Supplied information below:

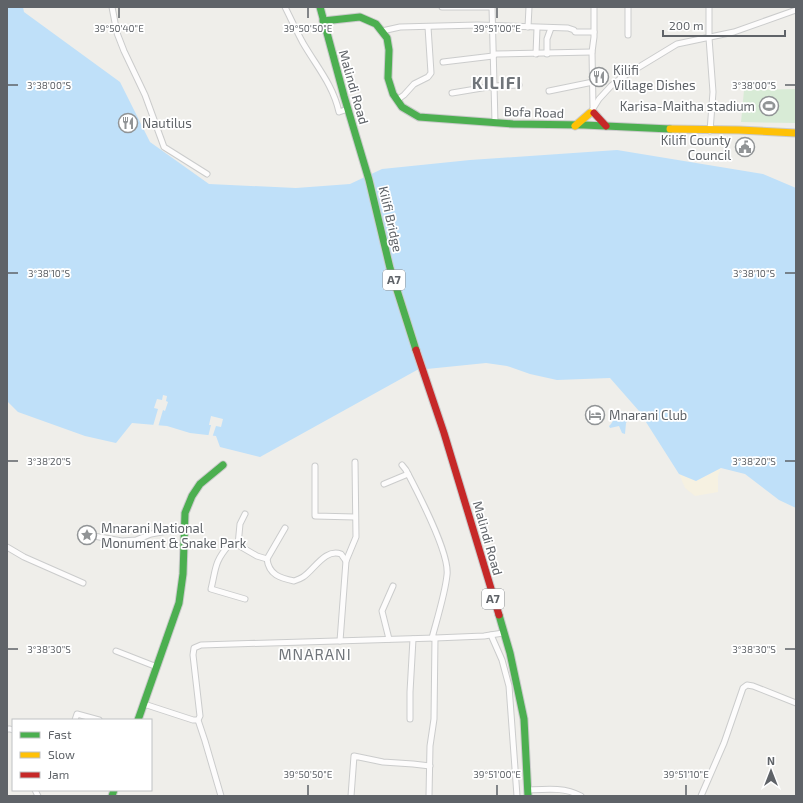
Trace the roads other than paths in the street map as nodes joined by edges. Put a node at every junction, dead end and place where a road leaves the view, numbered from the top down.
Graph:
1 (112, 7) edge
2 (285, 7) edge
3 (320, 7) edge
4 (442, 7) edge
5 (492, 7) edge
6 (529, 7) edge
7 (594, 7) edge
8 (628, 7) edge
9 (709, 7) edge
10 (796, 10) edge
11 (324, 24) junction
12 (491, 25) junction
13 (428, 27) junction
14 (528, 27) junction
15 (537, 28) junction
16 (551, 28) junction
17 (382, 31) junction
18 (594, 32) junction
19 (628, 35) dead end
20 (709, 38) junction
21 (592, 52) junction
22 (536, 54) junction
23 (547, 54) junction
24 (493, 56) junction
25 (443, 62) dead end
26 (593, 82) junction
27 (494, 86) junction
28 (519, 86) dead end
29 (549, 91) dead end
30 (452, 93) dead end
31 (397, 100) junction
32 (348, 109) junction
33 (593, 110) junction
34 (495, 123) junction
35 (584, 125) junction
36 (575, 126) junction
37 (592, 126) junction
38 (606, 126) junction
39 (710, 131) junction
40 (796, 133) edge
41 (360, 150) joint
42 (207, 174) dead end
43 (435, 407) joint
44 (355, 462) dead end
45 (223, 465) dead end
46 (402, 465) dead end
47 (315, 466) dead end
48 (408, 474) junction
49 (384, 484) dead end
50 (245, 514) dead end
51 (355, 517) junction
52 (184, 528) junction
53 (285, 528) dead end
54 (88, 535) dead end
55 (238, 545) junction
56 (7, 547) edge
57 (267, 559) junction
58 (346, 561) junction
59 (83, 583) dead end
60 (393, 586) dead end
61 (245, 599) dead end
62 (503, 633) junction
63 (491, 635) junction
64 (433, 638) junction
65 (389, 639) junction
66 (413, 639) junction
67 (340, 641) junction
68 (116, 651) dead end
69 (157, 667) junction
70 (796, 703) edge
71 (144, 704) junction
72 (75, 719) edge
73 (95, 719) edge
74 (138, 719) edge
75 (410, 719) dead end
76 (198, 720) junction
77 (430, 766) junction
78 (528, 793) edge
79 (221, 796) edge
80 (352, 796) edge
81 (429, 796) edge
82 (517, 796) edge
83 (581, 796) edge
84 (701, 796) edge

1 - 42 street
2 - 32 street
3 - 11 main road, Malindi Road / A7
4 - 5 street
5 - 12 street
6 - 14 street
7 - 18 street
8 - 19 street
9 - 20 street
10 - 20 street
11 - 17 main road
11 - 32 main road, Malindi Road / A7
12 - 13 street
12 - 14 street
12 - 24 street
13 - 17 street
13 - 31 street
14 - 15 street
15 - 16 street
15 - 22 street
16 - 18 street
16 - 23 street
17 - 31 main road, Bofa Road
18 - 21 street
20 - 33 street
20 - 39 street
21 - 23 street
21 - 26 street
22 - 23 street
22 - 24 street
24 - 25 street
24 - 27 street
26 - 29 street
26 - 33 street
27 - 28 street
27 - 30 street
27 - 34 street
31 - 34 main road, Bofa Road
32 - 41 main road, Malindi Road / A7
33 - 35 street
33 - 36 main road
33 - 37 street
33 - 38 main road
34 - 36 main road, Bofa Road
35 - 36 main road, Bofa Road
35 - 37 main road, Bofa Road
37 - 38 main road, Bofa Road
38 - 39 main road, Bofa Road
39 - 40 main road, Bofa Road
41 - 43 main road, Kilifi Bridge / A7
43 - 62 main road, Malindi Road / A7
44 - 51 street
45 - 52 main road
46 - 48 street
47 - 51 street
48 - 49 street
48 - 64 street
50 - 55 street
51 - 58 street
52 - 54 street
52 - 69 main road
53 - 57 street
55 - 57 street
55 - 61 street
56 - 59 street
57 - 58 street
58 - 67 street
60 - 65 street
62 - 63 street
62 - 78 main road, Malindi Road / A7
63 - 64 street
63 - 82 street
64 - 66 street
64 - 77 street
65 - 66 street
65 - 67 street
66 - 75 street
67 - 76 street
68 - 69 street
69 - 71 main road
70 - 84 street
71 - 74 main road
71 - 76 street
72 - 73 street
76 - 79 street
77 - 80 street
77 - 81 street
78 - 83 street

End of Supplied information.

Take the word "Malindi" and find each line of the material that contains it. Copy those lines.

3 - 11 main road, Malindi Road / A7
11 - 32 main road, Malindi Road / A7
32 - 41 main road, Malindi Road / A7
43 - 62 main road, Malindi Road / A7
62 - 78 main road, Malindi Road / A7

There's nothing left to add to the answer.